The reality of what occurred during that dark episode looms powerfully in the collective memory of Ethiopians, but is almost unknown outside Ethiopia. Unlike the excesses of the Nazi regime, which were recognised and addressed, and have been subjected to years of critical analysis, open dialogue and debate, the excesses of Mussolini’s government in its quest for expansion through conquest of weaker nation-states – notably Ethiopia, Albania, Greece and Yugoslavia – were never subjected to public scrutiny, nor even, in many cases, acknowledged. Instead, ‘memory’ outside Ethiopia consists largely of a post-war myth that the Fascist government was benign, warm-hearted, and even comical. Thus not surprisingly, little is known today of the reality. 

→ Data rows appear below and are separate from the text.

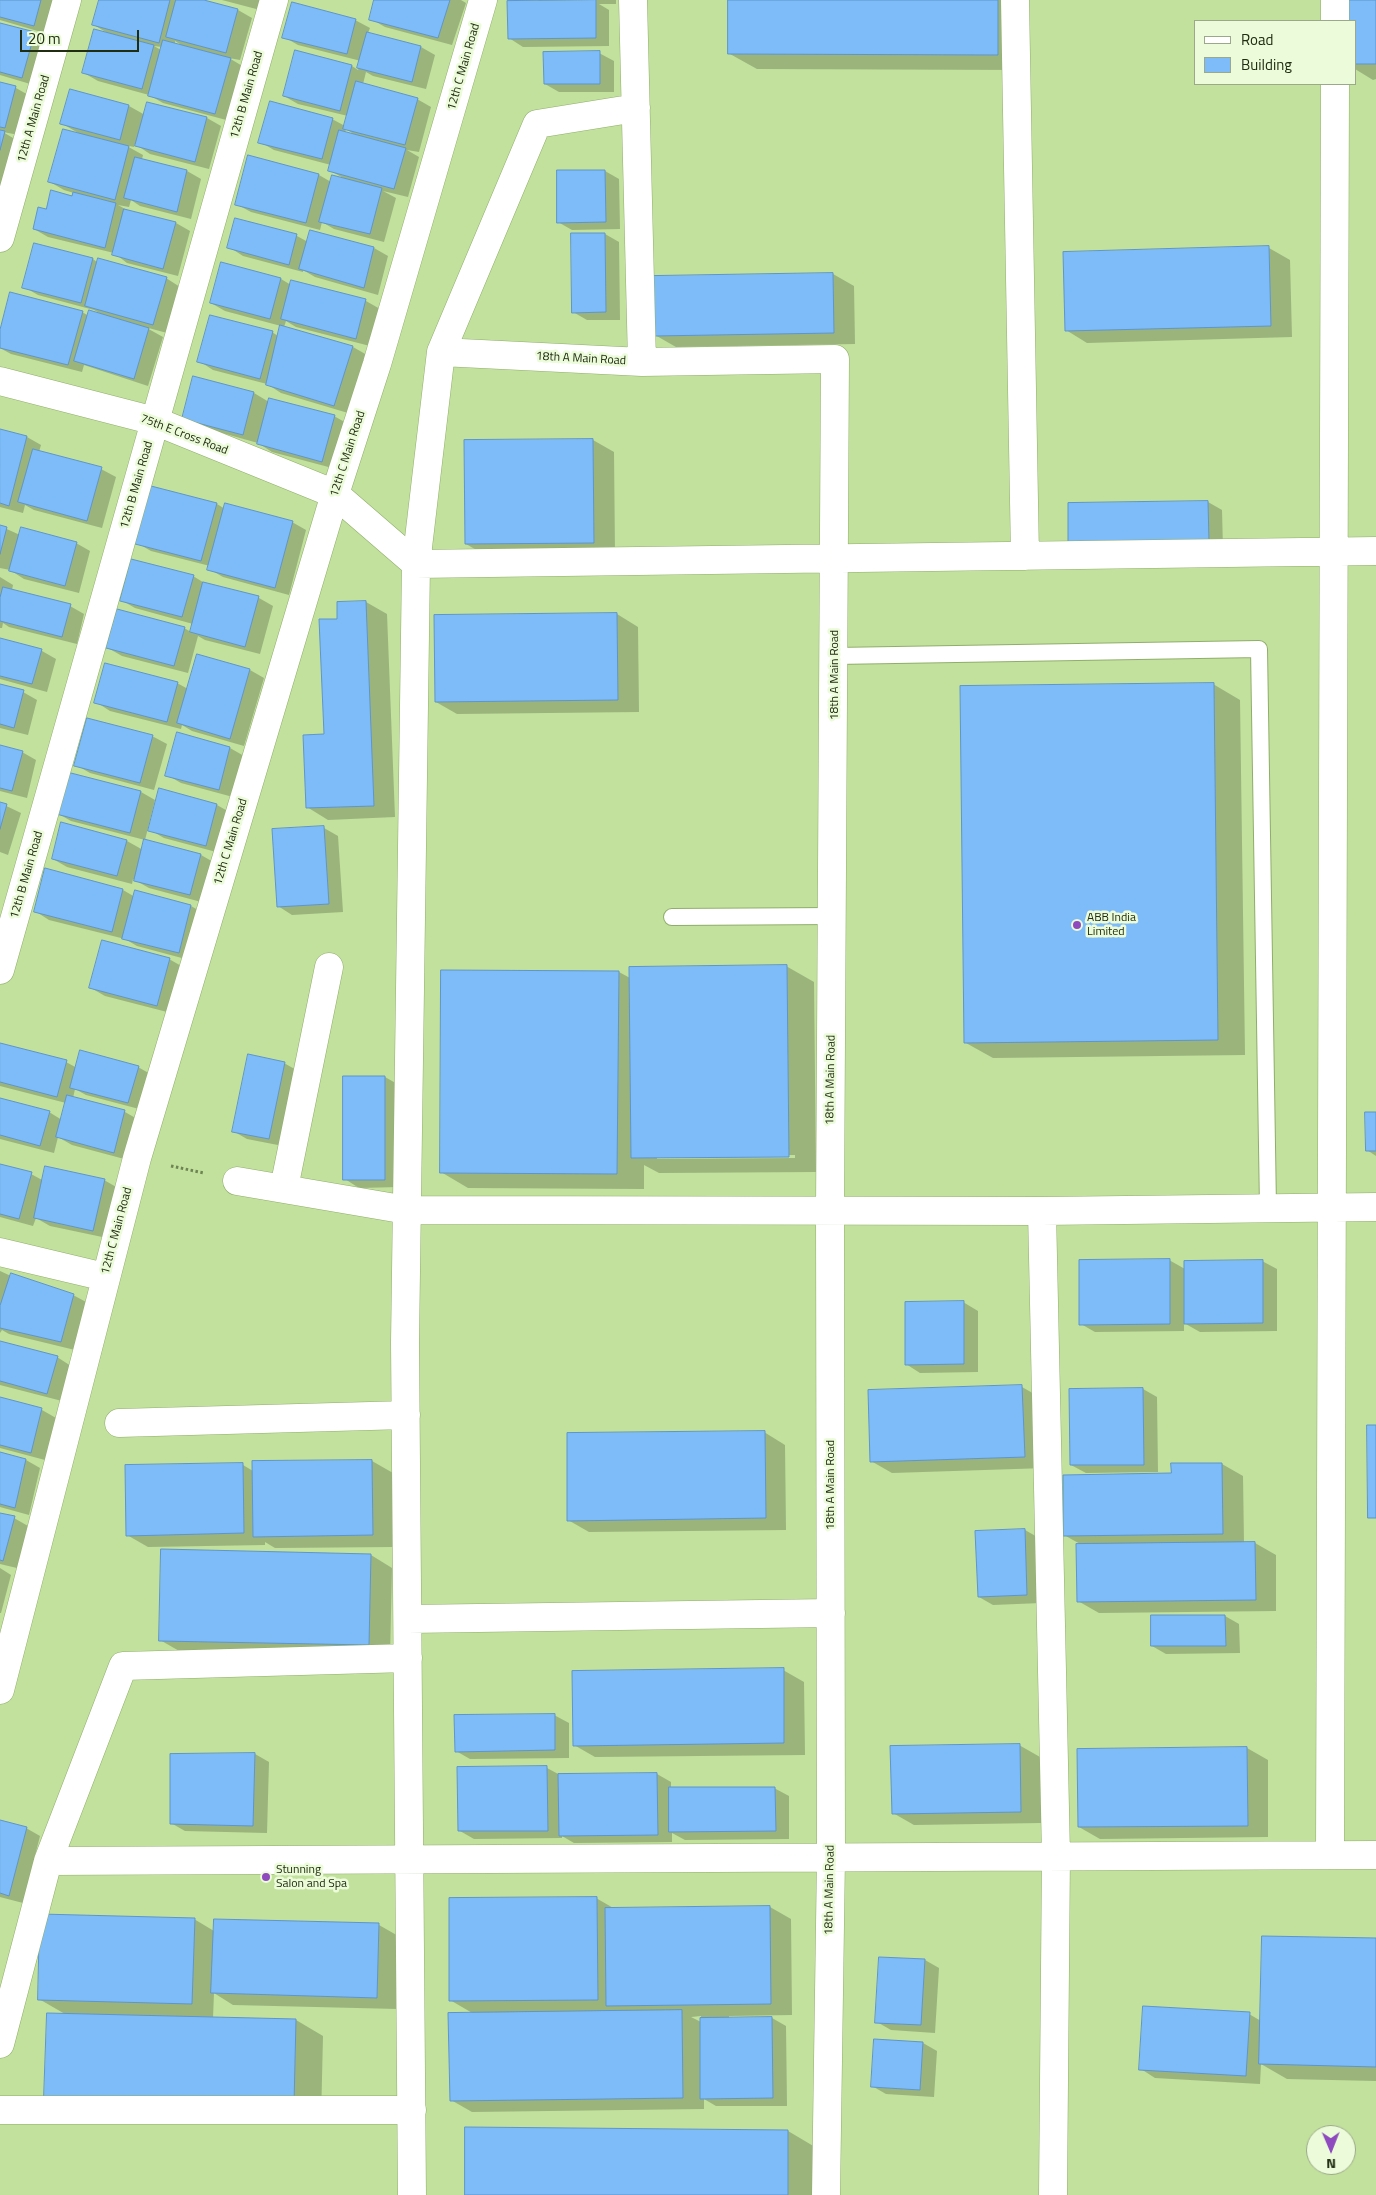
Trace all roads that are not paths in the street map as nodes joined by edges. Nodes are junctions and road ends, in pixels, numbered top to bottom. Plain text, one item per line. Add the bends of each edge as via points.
1 (67, 0) edge
2 (274, 0) edge
3 (484, 0) edge
4 (633, 0) edge
5 (1015, 0) edge
6 (1335, 0) edge
7 (1335, 20) edge
8 (1335, 85) edge
9 (636, 108) junction
10 (0, 238) edge
11 (441, 352) junction
12 (642, 362) junction
13 (0, 381) edge
14 (154, 421) junction
15 (335, 494) junction
16 (1376, 551) edge
17 (1335, 552) junction
18 (1025, 556) junction
19 (836, 558) junction
20 (416, 564) junction
21 (835, 656) junction
22 (833, 916) junction
23 (672, 917) dead end
24 (329, 966) dead end
25 (0, 970) edge
26 (237, 1181) road end
27 (284, 1188) junction
28 (1376, 1207) edge
29 (1268, 1208) junction
30 (1331, 1208) junction
31 (407, 1210) junction
32 (830, 1210) junction
33 (1042, 1211) junction
34 (0, 1252) edge
35 (104, 1278) junction
36 (406, 1415) junction
37 (119, 1423) dead end
38 (831, 1613) junction
39 (408, 1618) junction
40 (408, 1658) junction
41 (0, 1690) edge
42 (1056, 1855) junction
43 (1330, 1855) junction
44 (1376, 1855) edge
45 (831, 1857) junction
46 (410, 1860) junction
47 (48, 1861) junction
48 (0, 2044) edge
49 (0, 2110) edge
50 (412, 2110) junction
51 (412, 2195) edge
52 (826, 2195) edge
53 (1054, 2195) edge

1 - 10 street, 12th A Main Road
2 - 14 street, 12th B Main Road
3 - 15 street, 12th C Main Road via 377,364
4 - 9 street
5 - 18 street
6 - 7 street
8 - 17 street
9 - 11 street via 537,124
9 - 12 street
11 - 12 street, 18th A Main Road
11 - 20 street
12 - 19 street, 18th A Main Road via 835,359
13 - 14 street, 75th E Cross Road
14 - 15 street, 75th E Cross Road
14 - 25 street, 12th B Main Road
15 - 20 street, 75th E Cross Road
15 - 35 street, 12th C Main Road via 136,1158
16 - 17 street
17 - 18 street
17 - 30 street
18 - 19 street
19 - 20 street
19 - 21 street, 18th A Main Road
20 - 31 street
21 - 22 street, 18th A Main Road
21 - 29 lane via 1259,648
22 - 23 lane
22 - 32 street, 18th A Main Road
24 - 27 street
26 - 27 street
27 - 31 street
28 - 30 street
29 - 30 street
29 - 33 street
30 - 43 street
31 - 32 street
31 - 36 street
32 - 33 street
32 - 38 street, 18th A Main Road
33 - 42 street
34 - 35 street
35 - 41 street, 12th C Main Road
36 - 37 street
36 - 39 street
38 - 39 street
38 - 45 street, 18th A Main Road
39 - 40 street
40 - 46 street
40 - 47 street via 123,1666
42 - 43 street
42 - 45 street
42 - 53 street
43 - 44 street
45 - 46 street
45 - 52 street, 18th A Main Road
46 - 47 street
46 - 50 street
47 - 48 street
49 - 50 street
50 - 51 street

In the first half of the 4th century, Ethiopia became the second country in the world after Armenia to adopt Christianity as state religion – even before the Church of Rome. Ethiopia was also the world’s first nation to depict the Christian cross on its coins. The Ethiopian Church thus incorporates  traditions dating back to the earliest Christian Church, one of the most fundamental being the institution of monasticism rooted in the traditions of Pachomius. By the middle-ages, many Ethiopian monks were working as scholars and theologians in the great religious centres of Alexandria, Jerusalem and Rome. Accepting foreign clergy as their peers and equals, they were, in turn, similarly accepted by their hosts. 

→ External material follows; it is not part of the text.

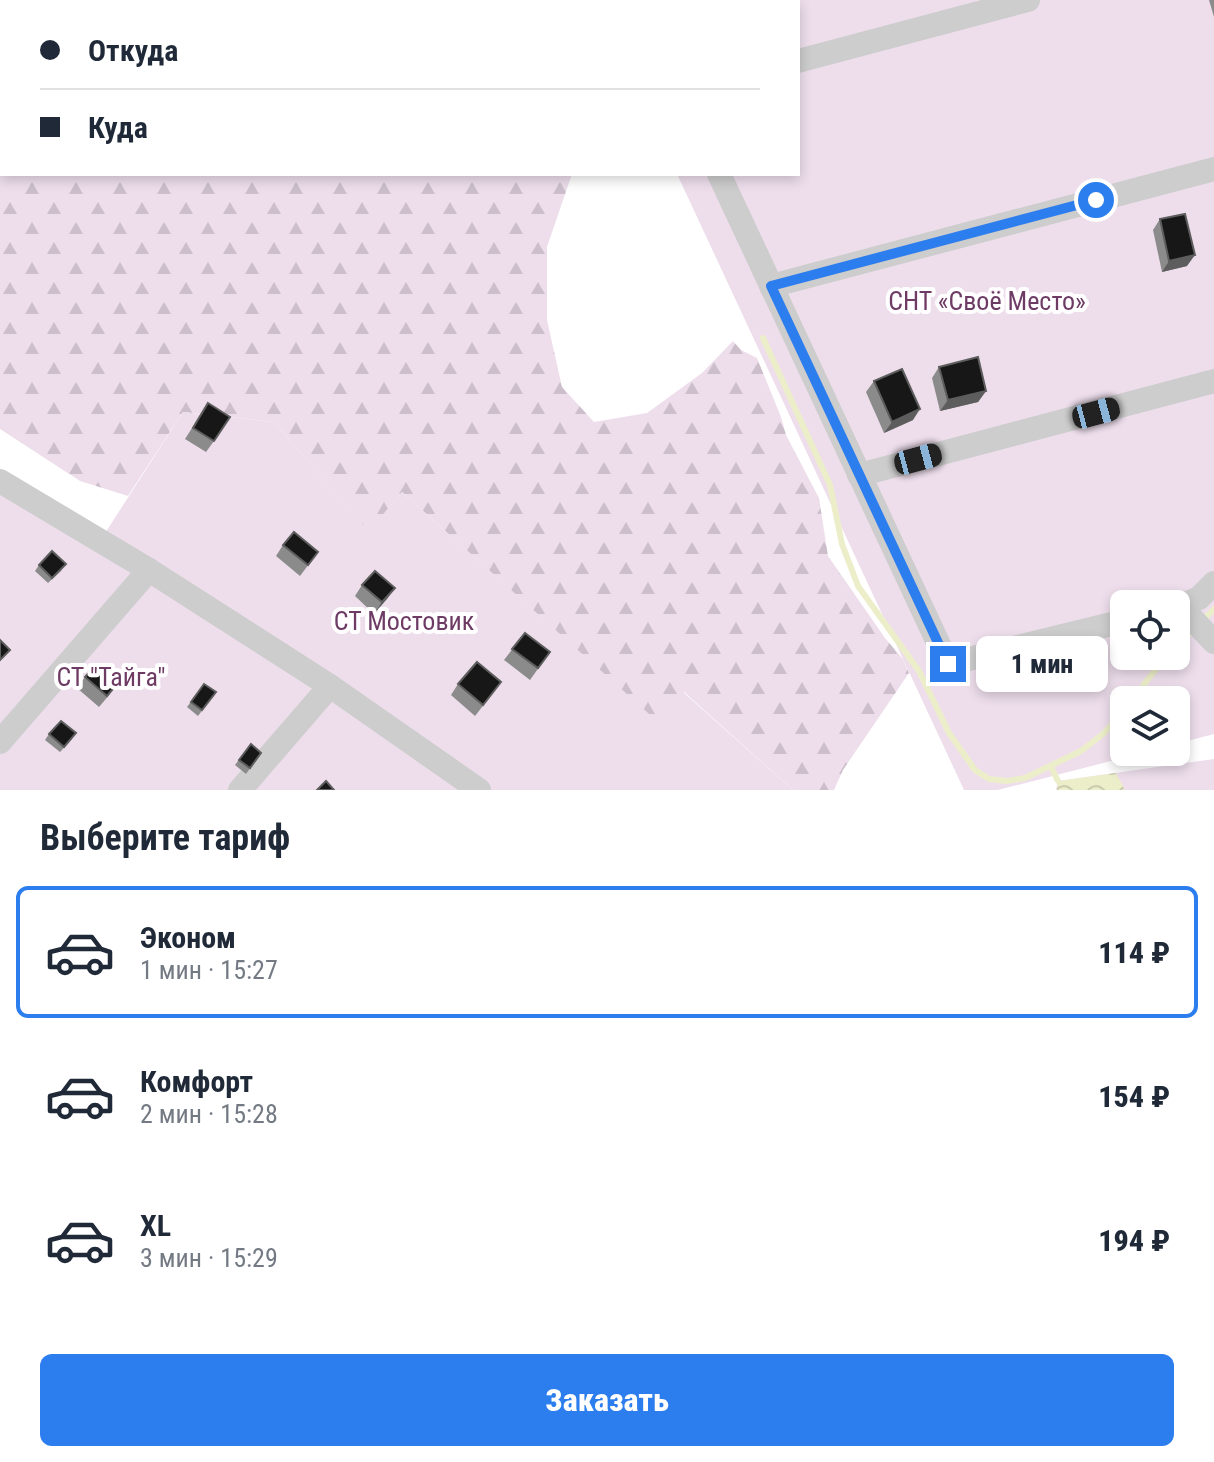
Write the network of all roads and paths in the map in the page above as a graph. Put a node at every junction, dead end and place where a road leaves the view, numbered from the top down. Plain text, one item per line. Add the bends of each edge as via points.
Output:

To name but one example from the coterie of Ethiopian clergy who worked closely with the Church of Rome, the theologian Tesfa Seyon of Debre Libanos – one of several monks from Debre Libanos to be attached to the Holy See - became a confidant of Pope Paul III, and was responsible for several pioneering works of ecclesiastical and literary importance, including the first translation into Ethiopic of the New Testament, published in two volumes in 1548/49, a project sponsored jointly by the pope and the Ethiopian Emperor Claudius. Tesfa Seyon, who became Abbot of the Monastery of Santo Stefano in Rome, knew Ignatius of Loyola, the founder of the Jesuits, and became a close friend of Filippo Archinto, the Vicar-General of Rome, with whom he is depicted in a painting in the Jesuit mother-church of Il Gesù in Rome. Tesfa Seyon of Debre Libanos was also one of the founders of the Kingdom of Italy’s state church of Santa Maria degli Angeli, and as such is depicted in the company of Pope Pius IV and the Holy Roman Emperor, Charles V, in a 16th-century painting in that church. It is, then, almost incomprehensible that the entire clergy and congregation of the Monastery of Debre Libanos, well known and respected by the Holy See for centuries, should in our supposedly civilised times be slaughtered in cold blood, thereby becoming Christian martyrs, on the ignoble orders of commanders acting under the flag of that very same Christian kingdom.    

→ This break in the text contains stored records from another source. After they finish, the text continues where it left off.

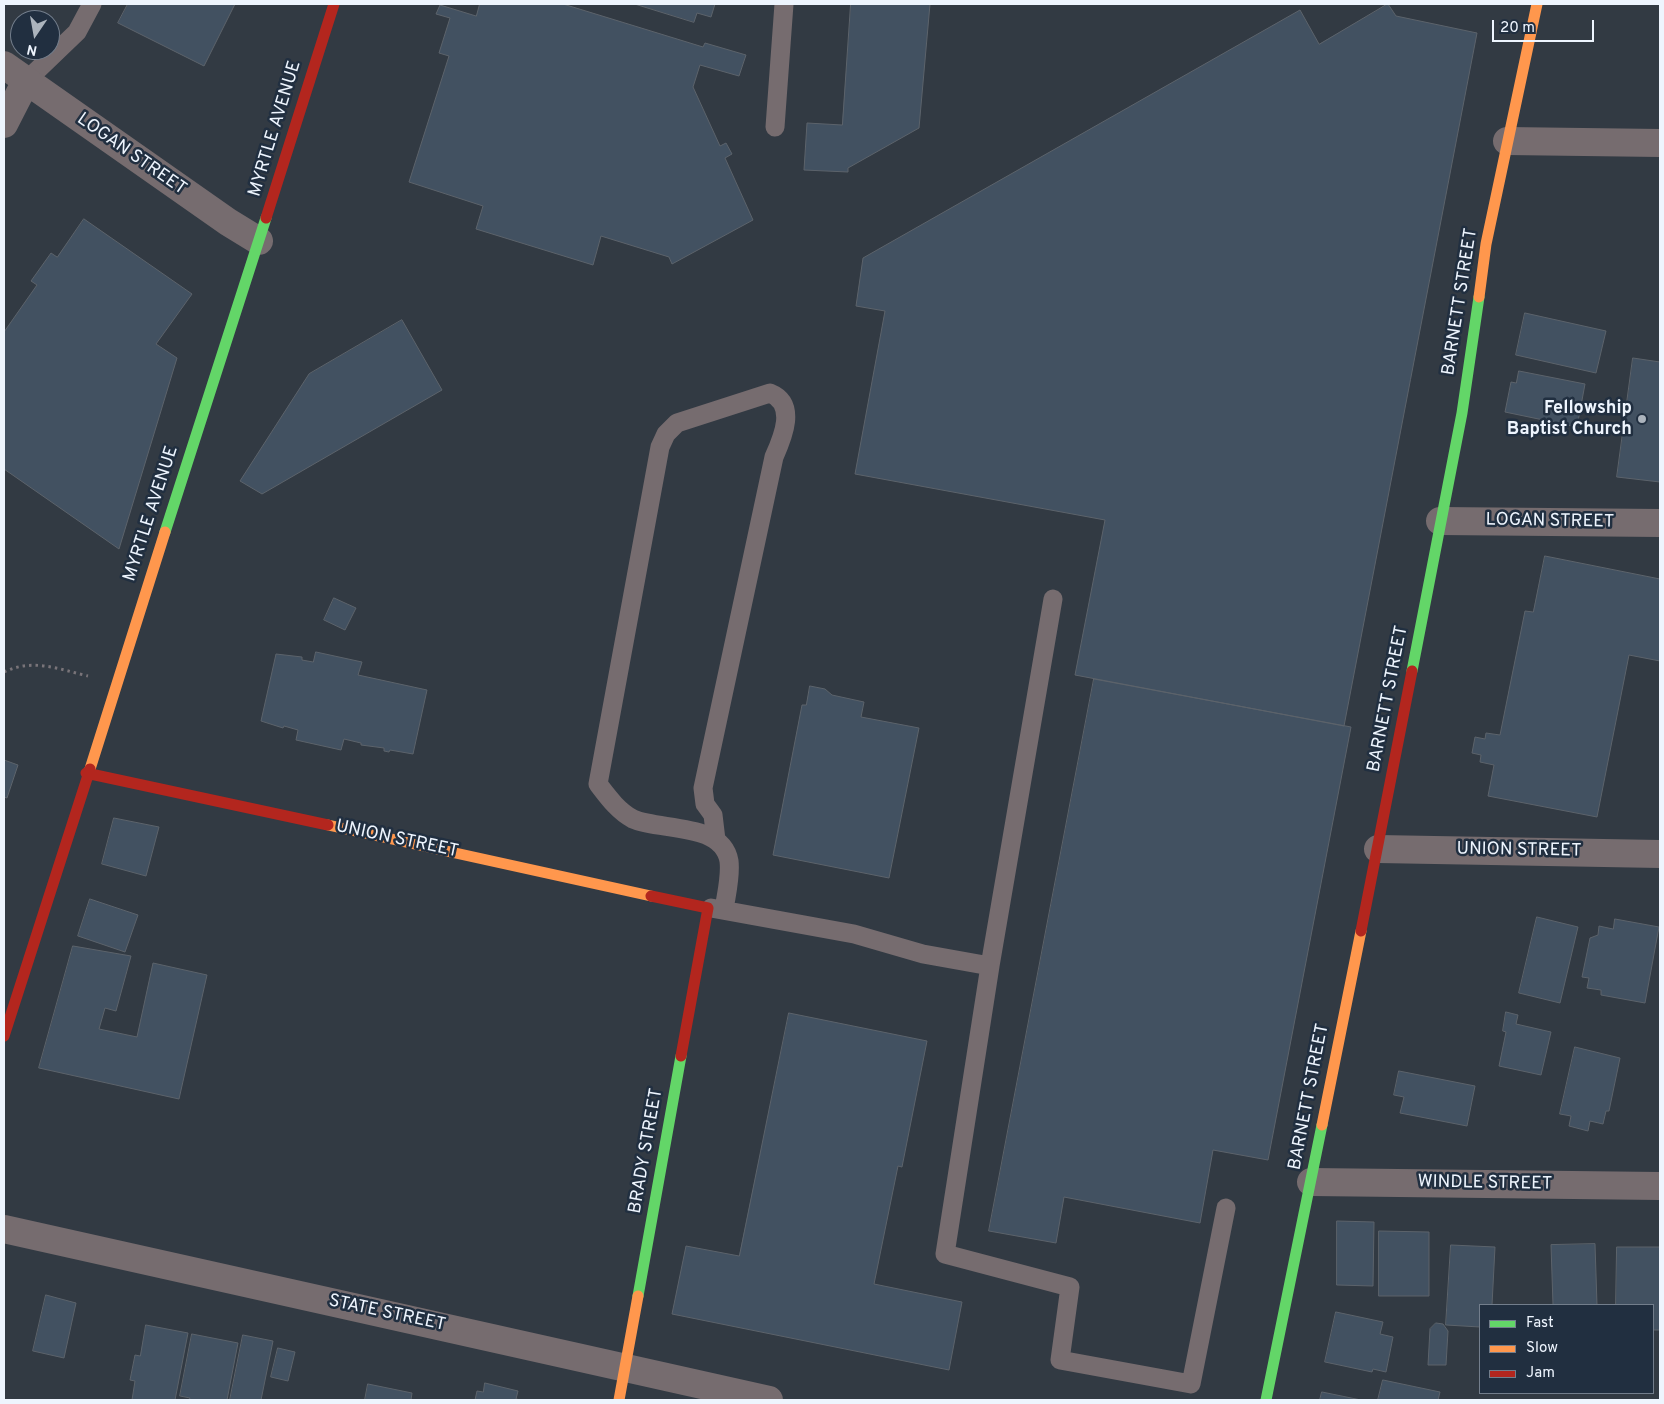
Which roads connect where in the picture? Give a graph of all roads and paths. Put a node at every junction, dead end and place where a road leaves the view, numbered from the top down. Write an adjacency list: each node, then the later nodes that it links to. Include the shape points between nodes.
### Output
1 (92, 4): 6 (lane, via 77,32)
2 (334, 4): 11 (street, MYRTLE AVENUE)
3 (784, 4): 8 (lane)
4 (1537, 4): 9 (street, BARNETT STREET)
5 (4, 65): 6 (street, LOGAN STREET)
6 (26, 81): 7 (street); 11 (street, LOGAN STREET)
7 (4, 124)
8 (775, 127)
9 (1508, 141): 10 (street); 12 (street, BARNETT STREET, via 1486,244 1462,413)
10 (1660, 143)
11 (259, 241): 16 (street, MYRTLE AVENUE)
12 (1440, 521): 13 (street, LOGAN STREET); 19 (street, BARNETT STREET)
13 (1660, 523)
14 (1052, 599): 22 (lane)
15 (4, 671): 16 (path, via 23,664 47,665)
16 (117, 682): 17 (street, MYRTLE AVENUE)
17 (86, 773): 21 (street, UNION STREET); 23 (street, MYRTLE AVENUE)
18 (716, 840): 18 (lane, via 697,832 635,820 616,806 598,784 660,447 666,434 677,423 770,393 779,396 783,402 786,423 774,457 703,788 705,804 713,816); 21 (lane, via 729,860)
19 (1378, 849): 20 (street, UNION STREET); 24 (street, BARNETT STREET)
20 (1660, 854)
21 (716, 909): 22 (lane, via 854,934 923,954); 28 (street, BRADY STREET)
22 (990, 966): 26 (lane, via 945,1254 1070,1287 1060,1360 1191,1384)
23 (4, 1036)
24 (1311, 1182): 25 (street, WINDLE STREET); 31 (street, BARNETT STREET)
25 (1660, 1186)
26 (1226, 1208)
27 (4, 1229): 28 (street, STATE STREET)
28 (626, 1367): 29 (street, BRADY STREET); 30 (street, STATE STREET)
29 (619, 1400)
30 (769, 1400)
31 (1266, 1400)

In October 1935, Ethiopia was the first sovereign state to be invaded by Italy under Mussolini’s government, in a quest for expansion through foreign conquest, and with the documented intention of dismantling the state, turning the country into a military-industrial complex utilising the mineral deposits thought to exist there, and conscripting its men into a one-million strong army to fight further wars of conquest.      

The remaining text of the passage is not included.